* Input records:
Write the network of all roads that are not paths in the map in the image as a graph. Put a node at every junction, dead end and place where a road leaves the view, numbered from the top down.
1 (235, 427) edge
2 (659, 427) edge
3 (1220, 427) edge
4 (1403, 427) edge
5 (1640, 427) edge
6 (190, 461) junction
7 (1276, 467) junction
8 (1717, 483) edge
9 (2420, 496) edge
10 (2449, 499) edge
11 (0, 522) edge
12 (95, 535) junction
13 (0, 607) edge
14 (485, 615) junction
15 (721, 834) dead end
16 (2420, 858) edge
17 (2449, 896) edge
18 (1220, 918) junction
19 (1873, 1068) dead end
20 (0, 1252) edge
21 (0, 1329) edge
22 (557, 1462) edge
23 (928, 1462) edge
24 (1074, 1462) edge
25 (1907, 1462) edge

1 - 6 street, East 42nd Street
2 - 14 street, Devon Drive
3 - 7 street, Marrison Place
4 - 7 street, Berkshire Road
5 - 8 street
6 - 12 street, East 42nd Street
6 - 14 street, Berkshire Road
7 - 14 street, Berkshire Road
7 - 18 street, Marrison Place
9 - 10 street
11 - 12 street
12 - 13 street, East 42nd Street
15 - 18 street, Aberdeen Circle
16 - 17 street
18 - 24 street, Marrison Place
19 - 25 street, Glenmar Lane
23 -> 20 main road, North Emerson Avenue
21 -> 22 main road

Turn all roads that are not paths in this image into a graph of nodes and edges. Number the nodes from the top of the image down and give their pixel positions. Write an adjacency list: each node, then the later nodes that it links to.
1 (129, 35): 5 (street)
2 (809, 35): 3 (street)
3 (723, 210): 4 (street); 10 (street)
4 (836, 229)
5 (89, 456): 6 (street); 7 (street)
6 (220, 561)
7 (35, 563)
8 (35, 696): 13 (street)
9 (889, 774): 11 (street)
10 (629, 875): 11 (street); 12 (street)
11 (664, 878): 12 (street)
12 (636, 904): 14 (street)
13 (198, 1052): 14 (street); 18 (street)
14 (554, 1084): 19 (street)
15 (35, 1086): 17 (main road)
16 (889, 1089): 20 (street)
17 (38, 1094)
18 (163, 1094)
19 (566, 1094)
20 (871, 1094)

* What is expected: Could you write out, exactly as given, the lines from the one holding "Turn all roads" through the end of the listing, and nothing else?

* Task result:
Turn all roads that are not paths in this image into a graph of nodes and edges. Number the nodes from the top of the image down and give their pixel positions. Write an adjacency list: each node, then the later nodes that it links to.
1 (129, 35): 5 (street)
2 (809, 35): 3 (street)
3 (723, 210): 4 (street); 10 (street)
4 (836, 229)
5 (89, 456): 6 (street); 7 (street)
6 (220, 561)
7 (35, 563)
8 (35, 696): 13 (street)
9 (889, 774): 11 (street)
10 (629, 875): 11 (street); 12 (street)
11 (664, 878): 12 (street)
12 (636, 904): 14 (street)
13 (198, 1052): 14 (street); 18 (street)
14 (554, 1084): 19 (street)
15 (35, 1086): 17 (main road)
16 (889, 1089): 20 (street)
17 (38, 1094)
18 (163, 1094)
19 (566, 1094)
20 (871, 1094)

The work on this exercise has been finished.